Welcome back to The Flyover, your daily digest of what local media outlets and Twitter-ers are gabbing about.
Playing God with Squirrels? Theodore Wirth Tried It.
Before he was a park, Theodore Wirth was a man with strong feelings about squirrels. Specifically, the red squirrels in Loring Park, which he believed were a menace to society. “These red devils are angry, bloodthirsty creatures who murder baby songbirds,” he was (probably) quoted saying. So he did what any white dude in the early 1900s would do: He ordered their mass execution via gun-wielding park police, and imported a horde of majestic, genteel gray squirrels from Washington, D.C. The results? Mixed. Mass populating an area with invasive rodents is always going to lead to trouble. While the gray squirrel is friendlier to humans (to the point that the Tribune was calling them “cream-puff squirrels” 20 years after their introduction), they also do things like eat their way through gardens, build nests inside electrical boxes, chew wires for snacks, and munch on whatever baby birds they find. You can read all about Minneapolis’s red squirrel/gray squirrel history in this delightful article by Susan Du.
Native Cameroonian to Fellow Minnesotans: PolyMet’s Owner Uniquely Crooked
Copper/sulfide mining in northern Minnesota is a disastrous idea. You know that. You have common sense. (The most persuasive argument against it is that it'd require expensive, high-stakes remediation efforts for eternity and... companies don't last that long.) But do you want an international perspective on Glencore, the Swiss commodities giant whose subsidiary, PolyMet, wants to begin the dangerous extraction process between the Boundary Waters and Lake Superior? Minnesota Reformer supplies just that with commentary from Eric Ini of the Minnesota Center for Environmental Advocacy. A native of Cameroon, Eni has witnessed the corrupt shenanigans of Glencore for years.
"Just this month, Glencore paid a $180 million fine for corruption in the Congo," he writes. "Last month we learned that 11 former Glencore employees could be under investigation in the UK for bribery in five African countries. Founder Mark Rich admitted to the bribery, including in my native Cameroon, in a case where prosecutors described the flying of cash bribes across the continent in private jets. Here, Glencore has been under investigation by the U.S. Department of Justice." And that's just the tip of the crooked corporate iceberg. Ini encourages readers to simply google "Glencore fraud” for more damning intel on the second-worst company in the world. "So what I can’t help but ask is, why on earth would Glencore be allowed to do business here in Minnesota?" he concludes. "Especially when thousands of acres of wetlands and billions of gallons of fresh clean water are on the line?" Great question.

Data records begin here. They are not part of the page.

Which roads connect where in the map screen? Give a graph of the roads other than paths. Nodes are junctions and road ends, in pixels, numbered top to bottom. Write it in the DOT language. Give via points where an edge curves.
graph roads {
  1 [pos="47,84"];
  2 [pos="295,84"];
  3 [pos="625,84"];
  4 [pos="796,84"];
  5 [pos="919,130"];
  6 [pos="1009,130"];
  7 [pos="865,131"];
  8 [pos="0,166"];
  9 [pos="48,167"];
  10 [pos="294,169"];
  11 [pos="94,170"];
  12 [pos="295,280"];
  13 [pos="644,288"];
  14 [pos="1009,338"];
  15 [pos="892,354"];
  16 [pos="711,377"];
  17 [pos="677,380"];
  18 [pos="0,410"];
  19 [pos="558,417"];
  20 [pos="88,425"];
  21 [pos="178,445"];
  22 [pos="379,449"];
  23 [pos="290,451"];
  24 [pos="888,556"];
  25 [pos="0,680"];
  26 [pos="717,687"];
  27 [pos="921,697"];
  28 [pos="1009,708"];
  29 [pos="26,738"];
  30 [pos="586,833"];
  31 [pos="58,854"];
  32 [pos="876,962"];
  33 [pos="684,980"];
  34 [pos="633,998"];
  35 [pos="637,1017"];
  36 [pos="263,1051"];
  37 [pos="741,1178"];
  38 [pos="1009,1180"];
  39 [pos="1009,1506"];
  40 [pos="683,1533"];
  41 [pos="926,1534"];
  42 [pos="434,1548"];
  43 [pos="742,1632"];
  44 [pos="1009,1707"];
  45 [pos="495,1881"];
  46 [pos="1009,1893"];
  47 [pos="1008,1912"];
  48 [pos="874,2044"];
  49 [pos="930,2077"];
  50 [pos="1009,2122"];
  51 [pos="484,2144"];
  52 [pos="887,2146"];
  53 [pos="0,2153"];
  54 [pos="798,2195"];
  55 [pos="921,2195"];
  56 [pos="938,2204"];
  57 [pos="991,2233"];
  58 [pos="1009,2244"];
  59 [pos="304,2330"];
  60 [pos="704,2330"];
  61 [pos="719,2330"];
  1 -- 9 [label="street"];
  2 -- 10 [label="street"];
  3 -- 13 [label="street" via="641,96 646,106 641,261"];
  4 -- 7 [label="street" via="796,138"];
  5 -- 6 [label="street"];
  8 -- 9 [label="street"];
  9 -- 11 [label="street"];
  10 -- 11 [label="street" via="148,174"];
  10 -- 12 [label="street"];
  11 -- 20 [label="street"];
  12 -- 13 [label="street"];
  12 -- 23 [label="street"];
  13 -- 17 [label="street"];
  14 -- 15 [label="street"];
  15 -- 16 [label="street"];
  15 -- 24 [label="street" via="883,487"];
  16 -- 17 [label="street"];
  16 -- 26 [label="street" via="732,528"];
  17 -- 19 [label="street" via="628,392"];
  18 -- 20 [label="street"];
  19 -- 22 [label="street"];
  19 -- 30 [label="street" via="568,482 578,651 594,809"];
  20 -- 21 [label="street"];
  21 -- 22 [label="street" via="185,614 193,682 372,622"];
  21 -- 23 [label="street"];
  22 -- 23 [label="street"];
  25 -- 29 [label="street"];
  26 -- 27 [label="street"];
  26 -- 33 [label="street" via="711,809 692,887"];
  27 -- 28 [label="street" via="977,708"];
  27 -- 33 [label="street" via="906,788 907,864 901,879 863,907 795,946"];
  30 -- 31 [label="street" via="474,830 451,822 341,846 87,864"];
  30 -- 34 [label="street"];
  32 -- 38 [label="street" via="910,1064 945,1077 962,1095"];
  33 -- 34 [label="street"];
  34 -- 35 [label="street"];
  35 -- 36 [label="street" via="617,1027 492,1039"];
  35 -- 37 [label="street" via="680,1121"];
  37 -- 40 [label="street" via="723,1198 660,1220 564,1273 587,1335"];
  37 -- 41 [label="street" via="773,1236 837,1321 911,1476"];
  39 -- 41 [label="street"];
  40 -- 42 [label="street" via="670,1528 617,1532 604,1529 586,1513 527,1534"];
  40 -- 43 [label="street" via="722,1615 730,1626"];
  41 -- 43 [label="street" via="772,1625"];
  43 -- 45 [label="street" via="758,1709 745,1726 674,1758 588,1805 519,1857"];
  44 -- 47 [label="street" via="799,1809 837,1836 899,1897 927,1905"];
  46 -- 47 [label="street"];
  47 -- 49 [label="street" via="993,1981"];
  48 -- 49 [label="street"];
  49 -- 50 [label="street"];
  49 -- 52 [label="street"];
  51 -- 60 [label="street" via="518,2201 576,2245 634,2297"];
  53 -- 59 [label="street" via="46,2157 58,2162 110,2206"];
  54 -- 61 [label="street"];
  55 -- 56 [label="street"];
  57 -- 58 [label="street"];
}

Local Cornhole Pro Goes from Bags to Riches
Did you ever dream of becoming Minnesota’s first professional cornhole player? Well, too late, loser, because 21-year-old Lexi Hugeback of Kasson beat ya to it. In a very sweetly Minnesotan yet also informative profile for MPR News, Alex V. Cipolle speaks to Hugeback and her family to get the scoop on pro cornhole—or as real ‘hole heads call it, bags. Last September, about a year after she learned that professional cornhole was even an option, Hugeback became one of 250 pros in the U.S. and one of just 32 women. The story also shares some tips on mastering the game, which players agree is “90% mental.” Says Hugeback, “I kinda like that you have to think your way into situations and also get your way out of them by thinking.” There’s even money in the sport—not NBA money, maybe not even WNBA money, but enough in sponsorship deals and cash prizes that Hugeback is paying for college and had enough left over to buy her corgi, Lulu.
Some Biking Things
It's basically the weekend... is there a bike ride in your future? Winter biking can be a blast, and over at streets.mn this week, Racket contributor Dan Marshall has some great advice for cycling in the snow. A few quick tips: get a beater bike, bring a fender, and make sure you have lights and a lot of patience. Also, don't be afraid to fall!
More tenuously connected to Minneapolis (but really, relevant everywhere in the United States), is this story in Slate about the history and danger of the bike helmet. In it, Marion Renault—a longtime bike commuter in cities including Milwaukee, Chicago, Columbus, Minneapolis (local angle), and New York City—lays out some of the costs associated with the helmet's rise. "In the past 50 years, as helmet designs have become more sophisticated, adult cycling deaths in the United States have not declined—they’ve quadrupled," she reports. Hmm, it's almost as if cyclist safety has less to do with the actions of individual riders and more to do with infrastructure and vehicle designs that put them in danger!
(And before you get all up in arms: Renault, and every expert she spoke with for this story, still unequivocally recommend keeping your noggin protected with a helmet while you ride your bike.)